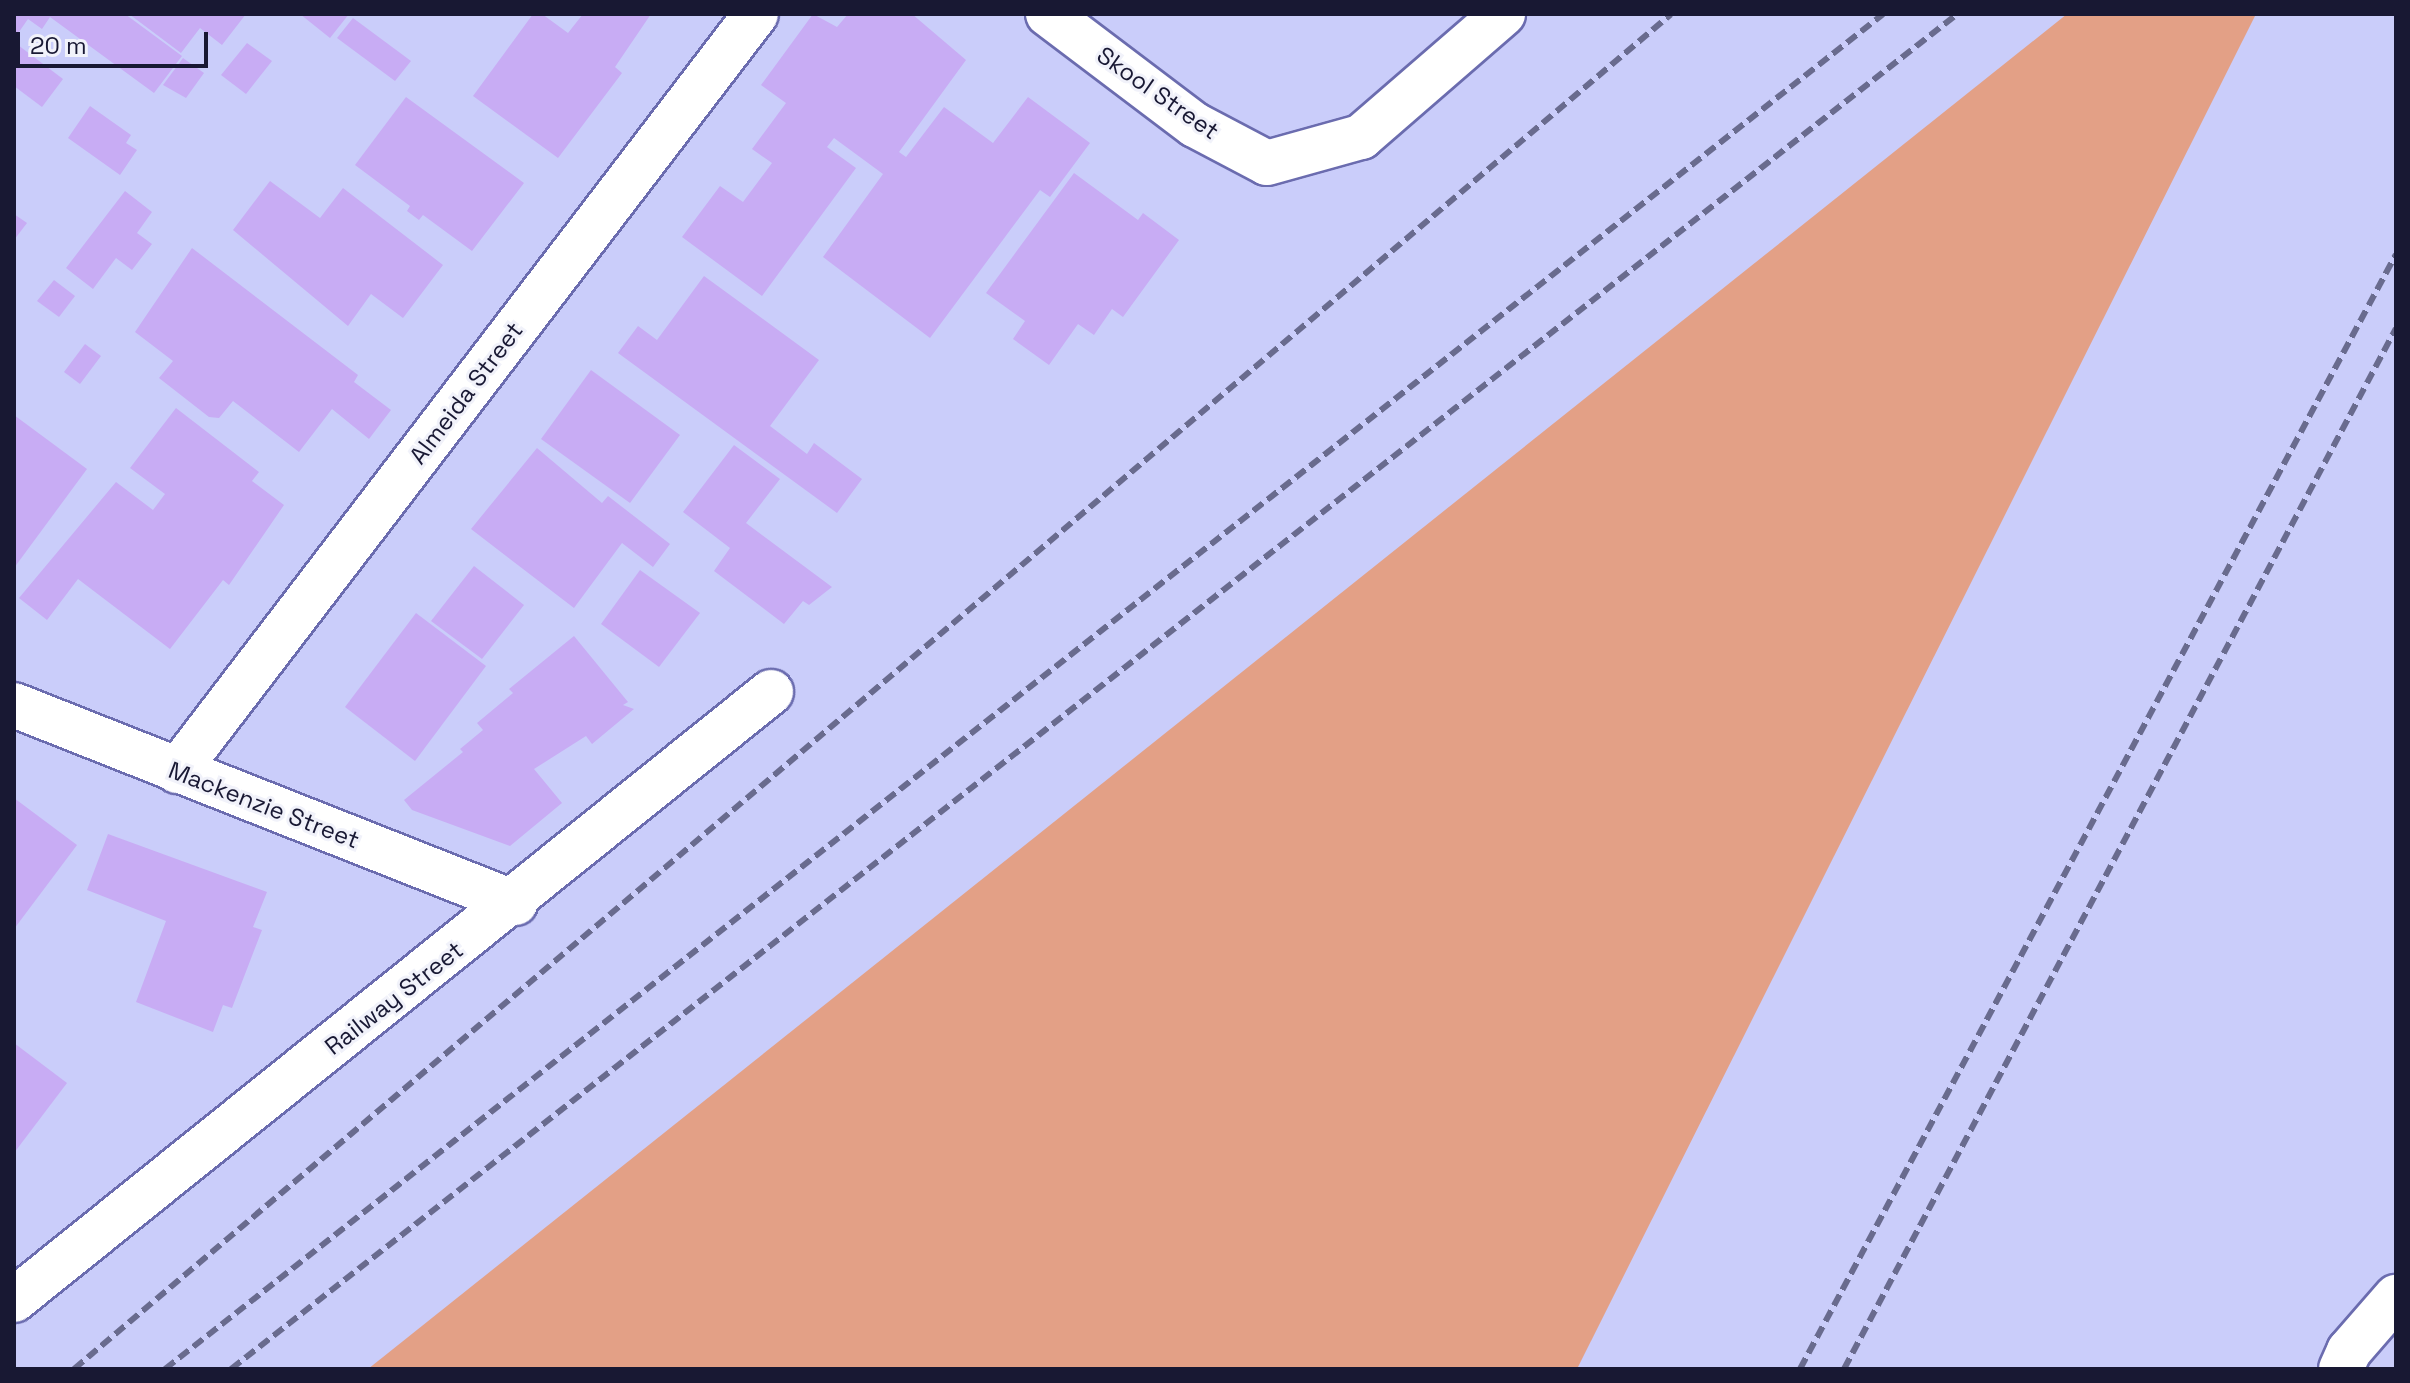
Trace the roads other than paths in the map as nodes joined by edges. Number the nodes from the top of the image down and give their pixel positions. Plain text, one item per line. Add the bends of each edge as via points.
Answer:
1 (756, 14) edge
2 (1048, 14) edge
3 (1503, 14) edge
4 (771, 692) dead end
5 (14, 705) edge
6 (177, 771) junction
7 (515, 903) junction
8 (2396, 1297) edge
9 (14, 1300) edge
10 (2341, 1369) edge

1 - 6 street, Almeida Street
2 - 3 street, Skool Street via 1195,125 1267,163 1361,137
4 - 7 street, Railway Street
5 - 6 street, Mackenzie Street
6 - 7 street, Mackenzie Street
7 - 9 street, Railway Street
8 - 10 street via 2349,1351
———
• **What the task asks**: Transcribe every line in the entries above, taking out only the images.

• **Reply to the exercise**:
Trace the roads other than paths in the map as nodes joined by edges. Number the nodes from the top of the image down and give their pixel positions. Plain text, one item per line. Add the bends of each edge as via points.
Answer:
1 (756, 14) edge
2 (1048, 14) edge
3 (1503, 14) edge
4 (771, 692) dead end
5 (14, 705) edge
6 (177, 771) junction
7 (515, 903) junction
8 (2396, 1297) edge
9 (14, 1300) edge
10 (2341, 1369) edge

1 - 6 street, Almeida Street
2 - 3 street, Skool Street via 1195,125 1267,163 1361,137
4 - 7 street, Railway Street
5 - 6 street, Mackenzie Street
6 - 7 street, Mackenzie Street
7 - 9 street, Railway Street
8 - 10 street via 2349,1351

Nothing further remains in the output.